O positivismo não influenciou apenas a bandeira brasileira, mas também o Estado laico, o casamento civil, as liberdades individuais religiosas ou profissionais, entre outras coisas.
Contudo, a visão de Augusto Comte sobre os direitos das mulheres não era das melhores. No início, criticou a opressão a que estavam submetidas. Mas, depois, passou por um antifeminismo radical até reconhecer alguma importância delas em lutas históricas. Chegou a relacionar o que chamou de natureza “emocional” das mulheres com uma suposta inadequação de fazerem parte a vida pública.
(Ele não quis dizer exatamente “bela, recatada e do lar”. Mas se vocês pensaram nisso, não estão totalmente errados.)
Portanto, podemos acusar Michel de muita coisa – de conspirador a poeta questionável. Mas não se pode dizer que ele não é coerente.
Pois, se por um lado, escolheu uma frase positivista de Augusto Comte como o lema de seu governo.
Por outro, conseguiu a proeza de compor um ministério formado apenas de homens.
E dá-lhe proeza: se for mantido, será o primeiro ministério 100% cueca desde o ditador Ernesto Geisel.

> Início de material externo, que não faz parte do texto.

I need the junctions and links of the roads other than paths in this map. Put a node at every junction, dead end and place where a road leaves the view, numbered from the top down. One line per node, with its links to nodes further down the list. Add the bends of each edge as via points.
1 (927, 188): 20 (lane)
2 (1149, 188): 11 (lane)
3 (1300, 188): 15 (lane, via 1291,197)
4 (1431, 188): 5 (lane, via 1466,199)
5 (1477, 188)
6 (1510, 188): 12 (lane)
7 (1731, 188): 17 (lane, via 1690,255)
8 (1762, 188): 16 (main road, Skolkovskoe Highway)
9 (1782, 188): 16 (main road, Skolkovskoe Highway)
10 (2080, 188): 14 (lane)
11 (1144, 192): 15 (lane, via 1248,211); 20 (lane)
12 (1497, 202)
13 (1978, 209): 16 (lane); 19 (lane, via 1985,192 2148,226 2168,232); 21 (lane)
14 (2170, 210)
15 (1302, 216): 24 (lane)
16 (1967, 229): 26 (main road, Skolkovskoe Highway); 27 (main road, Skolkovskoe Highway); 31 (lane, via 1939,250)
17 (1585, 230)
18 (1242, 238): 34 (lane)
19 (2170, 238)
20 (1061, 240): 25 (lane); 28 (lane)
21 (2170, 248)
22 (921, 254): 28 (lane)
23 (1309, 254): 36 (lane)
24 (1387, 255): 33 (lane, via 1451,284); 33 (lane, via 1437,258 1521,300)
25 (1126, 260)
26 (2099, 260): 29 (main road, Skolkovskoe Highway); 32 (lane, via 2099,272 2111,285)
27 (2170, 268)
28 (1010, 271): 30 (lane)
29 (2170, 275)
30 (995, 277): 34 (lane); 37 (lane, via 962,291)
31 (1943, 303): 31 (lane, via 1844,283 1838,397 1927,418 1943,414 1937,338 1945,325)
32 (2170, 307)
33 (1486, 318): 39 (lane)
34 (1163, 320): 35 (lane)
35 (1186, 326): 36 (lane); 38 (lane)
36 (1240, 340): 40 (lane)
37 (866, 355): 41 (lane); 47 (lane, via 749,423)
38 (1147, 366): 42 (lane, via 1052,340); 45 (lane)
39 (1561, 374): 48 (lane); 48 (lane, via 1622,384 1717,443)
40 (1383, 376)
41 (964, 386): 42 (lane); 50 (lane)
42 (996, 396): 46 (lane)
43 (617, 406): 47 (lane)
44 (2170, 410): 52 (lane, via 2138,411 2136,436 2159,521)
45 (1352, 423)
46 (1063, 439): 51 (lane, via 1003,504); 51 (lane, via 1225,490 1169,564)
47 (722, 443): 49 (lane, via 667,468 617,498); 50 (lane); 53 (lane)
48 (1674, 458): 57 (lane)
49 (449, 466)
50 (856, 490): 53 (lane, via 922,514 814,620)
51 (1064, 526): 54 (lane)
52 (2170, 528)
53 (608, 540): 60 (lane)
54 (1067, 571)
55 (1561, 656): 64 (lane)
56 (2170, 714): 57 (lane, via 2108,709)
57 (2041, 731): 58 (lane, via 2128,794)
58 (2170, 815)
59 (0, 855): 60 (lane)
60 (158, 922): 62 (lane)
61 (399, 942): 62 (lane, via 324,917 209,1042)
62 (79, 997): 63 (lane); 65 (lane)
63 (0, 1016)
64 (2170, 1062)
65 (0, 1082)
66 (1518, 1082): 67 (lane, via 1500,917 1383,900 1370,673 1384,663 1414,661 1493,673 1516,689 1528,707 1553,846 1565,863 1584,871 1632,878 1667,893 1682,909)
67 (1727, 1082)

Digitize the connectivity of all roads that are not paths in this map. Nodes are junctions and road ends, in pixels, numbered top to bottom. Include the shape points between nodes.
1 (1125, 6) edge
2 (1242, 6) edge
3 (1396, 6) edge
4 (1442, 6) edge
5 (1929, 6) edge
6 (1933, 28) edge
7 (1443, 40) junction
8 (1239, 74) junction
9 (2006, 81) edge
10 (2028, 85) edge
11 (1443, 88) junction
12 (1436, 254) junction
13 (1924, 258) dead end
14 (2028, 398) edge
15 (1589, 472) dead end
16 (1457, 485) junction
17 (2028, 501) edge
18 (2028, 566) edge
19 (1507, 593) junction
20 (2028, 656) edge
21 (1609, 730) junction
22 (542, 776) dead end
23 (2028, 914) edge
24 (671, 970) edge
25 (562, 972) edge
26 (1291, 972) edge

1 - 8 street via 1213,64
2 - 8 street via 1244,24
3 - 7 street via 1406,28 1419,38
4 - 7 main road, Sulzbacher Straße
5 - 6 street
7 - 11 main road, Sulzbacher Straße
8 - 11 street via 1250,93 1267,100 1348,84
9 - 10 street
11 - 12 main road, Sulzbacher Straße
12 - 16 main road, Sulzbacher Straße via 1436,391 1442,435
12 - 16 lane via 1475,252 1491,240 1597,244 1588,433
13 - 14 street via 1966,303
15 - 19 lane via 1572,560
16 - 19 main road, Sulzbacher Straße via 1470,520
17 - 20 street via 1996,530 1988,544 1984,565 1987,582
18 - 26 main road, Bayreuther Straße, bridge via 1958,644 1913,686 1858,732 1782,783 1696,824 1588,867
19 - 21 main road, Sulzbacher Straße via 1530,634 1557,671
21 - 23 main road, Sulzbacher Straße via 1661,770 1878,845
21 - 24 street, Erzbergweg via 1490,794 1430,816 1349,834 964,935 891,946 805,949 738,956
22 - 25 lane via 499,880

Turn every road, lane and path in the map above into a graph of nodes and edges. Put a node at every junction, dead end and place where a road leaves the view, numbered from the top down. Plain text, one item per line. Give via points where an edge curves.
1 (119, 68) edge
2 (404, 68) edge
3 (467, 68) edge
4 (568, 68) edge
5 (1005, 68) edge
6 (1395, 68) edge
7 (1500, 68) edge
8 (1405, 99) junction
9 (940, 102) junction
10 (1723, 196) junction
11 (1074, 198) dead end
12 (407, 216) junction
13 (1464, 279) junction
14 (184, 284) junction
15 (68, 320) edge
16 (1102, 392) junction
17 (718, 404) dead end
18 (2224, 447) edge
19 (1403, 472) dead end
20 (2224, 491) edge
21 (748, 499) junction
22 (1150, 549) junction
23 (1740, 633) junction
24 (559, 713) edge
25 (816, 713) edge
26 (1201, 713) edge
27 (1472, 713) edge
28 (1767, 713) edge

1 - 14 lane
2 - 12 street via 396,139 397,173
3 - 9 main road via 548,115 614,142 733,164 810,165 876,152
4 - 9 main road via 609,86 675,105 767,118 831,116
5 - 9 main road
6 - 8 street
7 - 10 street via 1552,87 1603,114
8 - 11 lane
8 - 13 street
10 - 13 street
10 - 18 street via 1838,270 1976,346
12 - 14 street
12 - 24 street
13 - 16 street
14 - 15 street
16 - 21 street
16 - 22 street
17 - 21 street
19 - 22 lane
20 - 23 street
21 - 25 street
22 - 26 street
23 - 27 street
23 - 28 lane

Desprezo por mulheres? Crença na incapacidade delas de contribuírem com a vida pública? Inabilidade política de montar uma equipe diversa (e olha que nem começamos a falar de questões de cor de pele, etnia…)?
Sei lá. Leiam Auguste Comte e depois me contem.
Por isso ainda acho que “Brasil: A Zoeira Nunca Termina” seria um lema mais apropriado para o momento.
Ou, a depender do que acontecer com nossa democracia a partir de agora, resgatar o velho Brasil” Ame-o ou Deixe-o”.